More and more fire departments are placing less and less emphasis on the suppression function. Regardless of how many service avenues the fire department chooses to take, the commitment to fire—in prevention, protection, and suppression—must be total. Who can better educate the public? Who better to ensure fire safety in public buildings? Who else can attack a fire from interior positions and provide some hope that fallen victims still may get out alive?

Bill Clark, an esteemed veteran of many firefighting wars, says in his book firefighting Principles and Practices, “Whenever firefighting can be conducted inside the fire building, it should not only be encouraged but demanded. .. [T|he distinction between a good fire department and a poor one is based on whether or not they ‘get in’ when the going is rough. This distinction is not based on pride alone; it has its real basis in efficiency.”
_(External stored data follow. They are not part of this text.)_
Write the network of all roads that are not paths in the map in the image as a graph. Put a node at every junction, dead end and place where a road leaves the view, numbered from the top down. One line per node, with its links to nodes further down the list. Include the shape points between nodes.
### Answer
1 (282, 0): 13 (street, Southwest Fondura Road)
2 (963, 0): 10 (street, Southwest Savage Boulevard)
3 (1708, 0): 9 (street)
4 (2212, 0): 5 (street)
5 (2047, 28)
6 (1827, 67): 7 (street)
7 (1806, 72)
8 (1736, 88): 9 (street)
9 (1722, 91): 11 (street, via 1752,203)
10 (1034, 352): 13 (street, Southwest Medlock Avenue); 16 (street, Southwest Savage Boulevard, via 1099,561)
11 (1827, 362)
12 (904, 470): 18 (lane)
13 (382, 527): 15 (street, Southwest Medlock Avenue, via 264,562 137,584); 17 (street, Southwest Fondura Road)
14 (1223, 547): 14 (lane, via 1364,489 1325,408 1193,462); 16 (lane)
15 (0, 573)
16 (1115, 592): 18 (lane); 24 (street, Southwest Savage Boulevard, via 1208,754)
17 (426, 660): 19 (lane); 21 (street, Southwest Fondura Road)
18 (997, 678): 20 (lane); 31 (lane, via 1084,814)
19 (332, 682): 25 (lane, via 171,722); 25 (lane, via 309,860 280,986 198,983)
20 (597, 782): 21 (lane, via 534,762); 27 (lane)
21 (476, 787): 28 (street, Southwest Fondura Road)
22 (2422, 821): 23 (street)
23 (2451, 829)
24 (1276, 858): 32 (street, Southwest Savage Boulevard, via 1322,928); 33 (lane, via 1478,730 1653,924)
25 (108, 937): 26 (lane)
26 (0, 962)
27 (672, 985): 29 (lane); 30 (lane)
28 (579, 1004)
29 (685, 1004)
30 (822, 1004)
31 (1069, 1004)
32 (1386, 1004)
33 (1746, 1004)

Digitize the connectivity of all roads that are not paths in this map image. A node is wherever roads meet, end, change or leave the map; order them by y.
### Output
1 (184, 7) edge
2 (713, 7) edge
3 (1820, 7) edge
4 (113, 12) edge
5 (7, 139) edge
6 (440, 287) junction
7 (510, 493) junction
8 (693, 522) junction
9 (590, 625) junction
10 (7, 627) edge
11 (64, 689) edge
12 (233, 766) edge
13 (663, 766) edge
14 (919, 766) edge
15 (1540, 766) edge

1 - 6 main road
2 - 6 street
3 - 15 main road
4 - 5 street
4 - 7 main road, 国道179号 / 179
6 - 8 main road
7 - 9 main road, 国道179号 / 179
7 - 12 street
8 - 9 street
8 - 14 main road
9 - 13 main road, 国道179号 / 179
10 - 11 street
Some, by their actions and words, believe that interior attack is an obstacle to firefighter safety. Others believe the real problem is the fire department’s ability to manage risk on the fireground and in city hall. There is a time and a place for everything—interior attack included. But when this strategy is attainable within appropriate limits of firefighter safety, it is difficult to understand how a department can place a deck gun in the front door when so much is riding on a stretch down a long, hot hallway.

What some advertise as a triumph for firefighter safety is a grievous defeat for life in burning buildings and those that survive them.